> [WHAT THE TASK ASKS]
Gather every line in the records below that contains the word "positions".

> [Collected data]
****************

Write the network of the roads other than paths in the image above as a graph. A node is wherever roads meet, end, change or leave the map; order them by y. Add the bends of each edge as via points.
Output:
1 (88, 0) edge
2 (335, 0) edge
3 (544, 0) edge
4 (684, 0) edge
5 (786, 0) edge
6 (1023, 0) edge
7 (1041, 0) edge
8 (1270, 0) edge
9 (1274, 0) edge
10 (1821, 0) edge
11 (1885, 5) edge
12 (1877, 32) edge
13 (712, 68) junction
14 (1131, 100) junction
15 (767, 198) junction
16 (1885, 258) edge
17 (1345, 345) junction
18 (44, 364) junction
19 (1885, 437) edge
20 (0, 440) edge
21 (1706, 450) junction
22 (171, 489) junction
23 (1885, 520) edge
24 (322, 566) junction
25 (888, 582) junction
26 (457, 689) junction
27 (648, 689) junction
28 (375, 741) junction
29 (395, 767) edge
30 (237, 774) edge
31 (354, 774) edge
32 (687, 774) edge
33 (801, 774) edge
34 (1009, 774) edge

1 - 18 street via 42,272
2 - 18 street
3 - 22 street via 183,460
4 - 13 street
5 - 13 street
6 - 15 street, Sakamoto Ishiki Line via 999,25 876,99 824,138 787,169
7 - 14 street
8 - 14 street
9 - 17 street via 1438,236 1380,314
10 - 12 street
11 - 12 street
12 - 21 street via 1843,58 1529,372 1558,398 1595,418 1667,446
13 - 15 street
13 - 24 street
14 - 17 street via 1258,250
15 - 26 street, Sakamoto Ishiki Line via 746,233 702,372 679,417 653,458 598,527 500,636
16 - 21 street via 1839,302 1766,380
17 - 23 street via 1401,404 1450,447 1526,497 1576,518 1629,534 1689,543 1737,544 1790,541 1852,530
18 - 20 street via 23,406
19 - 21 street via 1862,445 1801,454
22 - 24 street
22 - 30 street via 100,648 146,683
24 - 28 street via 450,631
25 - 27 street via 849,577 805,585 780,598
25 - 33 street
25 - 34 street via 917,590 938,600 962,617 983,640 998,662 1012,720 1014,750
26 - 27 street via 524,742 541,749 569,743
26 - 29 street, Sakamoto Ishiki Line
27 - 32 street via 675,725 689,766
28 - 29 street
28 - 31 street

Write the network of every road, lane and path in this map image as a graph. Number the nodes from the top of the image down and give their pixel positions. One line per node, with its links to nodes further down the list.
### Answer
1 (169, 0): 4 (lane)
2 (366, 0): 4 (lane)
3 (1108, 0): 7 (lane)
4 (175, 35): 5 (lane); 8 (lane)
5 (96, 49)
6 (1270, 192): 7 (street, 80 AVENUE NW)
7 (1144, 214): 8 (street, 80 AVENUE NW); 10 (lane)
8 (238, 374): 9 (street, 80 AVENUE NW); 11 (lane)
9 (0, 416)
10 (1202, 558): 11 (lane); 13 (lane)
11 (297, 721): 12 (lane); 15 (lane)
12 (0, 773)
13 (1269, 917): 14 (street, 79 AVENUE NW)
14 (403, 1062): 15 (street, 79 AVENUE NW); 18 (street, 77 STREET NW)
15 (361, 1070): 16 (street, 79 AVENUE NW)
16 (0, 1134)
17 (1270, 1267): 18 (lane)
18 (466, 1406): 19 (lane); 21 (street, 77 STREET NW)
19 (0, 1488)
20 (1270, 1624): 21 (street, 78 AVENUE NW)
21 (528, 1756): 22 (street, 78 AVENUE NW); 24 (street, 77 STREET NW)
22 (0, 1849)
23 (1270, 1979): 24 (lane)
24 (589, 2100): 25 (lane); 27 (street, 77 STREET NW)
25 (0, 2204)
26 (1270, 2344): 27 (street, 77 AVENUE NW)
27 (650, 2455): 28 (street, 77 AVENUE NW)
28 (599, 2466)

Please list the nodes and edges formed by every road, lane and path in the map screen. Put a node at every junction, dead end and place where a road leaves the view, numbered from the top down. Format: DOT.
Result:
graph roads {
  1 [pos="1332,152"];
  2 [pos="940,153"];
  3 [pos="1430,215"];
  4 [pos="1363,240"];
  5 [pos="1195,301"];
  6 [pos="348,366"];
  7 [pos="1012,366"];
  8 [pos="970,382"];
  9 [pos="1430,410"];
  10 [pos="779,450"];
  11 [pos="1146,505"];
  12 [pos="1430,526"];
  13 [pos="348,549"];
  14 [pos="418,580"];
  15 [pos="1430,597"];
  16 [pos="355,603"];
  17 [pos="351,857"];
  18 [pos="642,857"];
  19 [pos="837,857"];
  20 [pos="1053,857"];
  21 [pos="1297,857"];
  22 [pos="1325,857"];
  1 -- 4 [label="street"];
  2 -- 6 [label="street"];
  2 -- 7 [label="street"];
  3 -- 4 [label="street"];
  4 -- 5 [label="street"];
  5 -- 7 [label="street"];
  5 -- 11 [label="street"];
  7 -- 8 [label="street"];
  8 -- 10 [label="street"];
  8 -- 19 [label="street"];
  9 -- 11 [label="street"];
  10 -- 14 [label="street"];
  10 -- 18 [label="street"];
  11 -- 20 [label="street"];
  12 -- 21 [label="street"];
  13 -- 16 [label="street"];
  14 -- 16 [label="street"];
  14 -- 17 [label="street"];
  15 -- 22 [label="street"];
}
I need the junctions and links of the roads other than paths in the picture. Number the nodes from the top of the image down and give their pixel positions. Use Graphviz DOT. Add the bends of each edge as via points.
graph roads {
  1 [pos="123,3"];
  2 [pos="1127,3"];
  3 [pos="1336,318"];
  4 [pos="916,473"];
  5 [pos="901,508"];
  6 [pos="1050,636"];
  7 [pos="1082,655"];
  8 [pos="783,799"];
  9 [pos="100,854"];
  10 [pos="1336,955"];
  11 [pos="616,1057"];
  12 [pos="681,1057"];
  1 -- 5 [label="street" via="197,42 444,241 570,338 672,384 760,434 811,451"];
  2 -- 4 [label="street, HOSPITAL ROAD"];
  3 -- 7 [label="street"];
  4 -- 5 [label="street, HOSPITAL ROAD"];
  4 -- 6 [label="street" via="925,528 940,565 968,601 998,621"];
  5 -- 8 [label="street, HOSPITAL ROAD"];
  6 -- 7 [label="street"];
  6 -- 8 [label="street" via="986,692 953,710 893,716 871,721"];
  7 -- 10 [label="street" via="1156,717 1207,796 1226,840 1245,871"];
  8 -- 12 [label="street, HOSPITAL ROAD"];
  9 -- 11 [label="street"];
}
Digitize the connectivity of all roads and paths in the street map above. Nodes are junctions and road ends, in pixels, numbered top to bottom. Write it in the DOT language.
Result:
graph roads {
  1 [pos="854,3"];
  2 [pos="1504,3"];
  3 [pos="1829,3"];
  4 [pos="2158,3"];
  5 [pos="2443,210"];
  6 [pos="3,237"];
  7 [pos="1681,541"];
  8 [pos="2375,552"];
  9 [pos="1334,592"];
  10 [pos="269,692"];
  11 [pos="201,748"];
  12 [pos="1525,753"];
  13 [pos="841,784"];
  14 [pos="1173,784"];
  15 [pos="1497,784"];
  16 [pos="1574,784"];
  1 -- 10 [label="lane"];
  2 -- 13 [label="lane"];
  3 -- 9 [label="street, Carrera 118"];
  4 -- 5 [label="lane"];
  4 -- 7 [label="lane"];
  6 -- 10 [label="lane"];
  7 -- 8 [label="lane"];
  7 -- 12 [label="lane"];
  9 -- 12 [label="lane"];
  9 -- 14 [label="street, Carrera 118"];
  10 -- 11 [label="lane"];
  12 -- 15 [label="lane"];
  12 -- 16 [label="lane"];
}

****************

> [RESULT OF THE EXERCISE]
Write the network of every road, lane and path in this map image as a graph. Number the nodes from the top of the image down and give their pixel positions. One line per node, with its links to nodes further down the list.
I need the junctions and links of the roads other than paths in the picture. Number the nodes from the top of the image down and give their pixel positions. Use Graphviz DOT. Add the bends of each edge as via points.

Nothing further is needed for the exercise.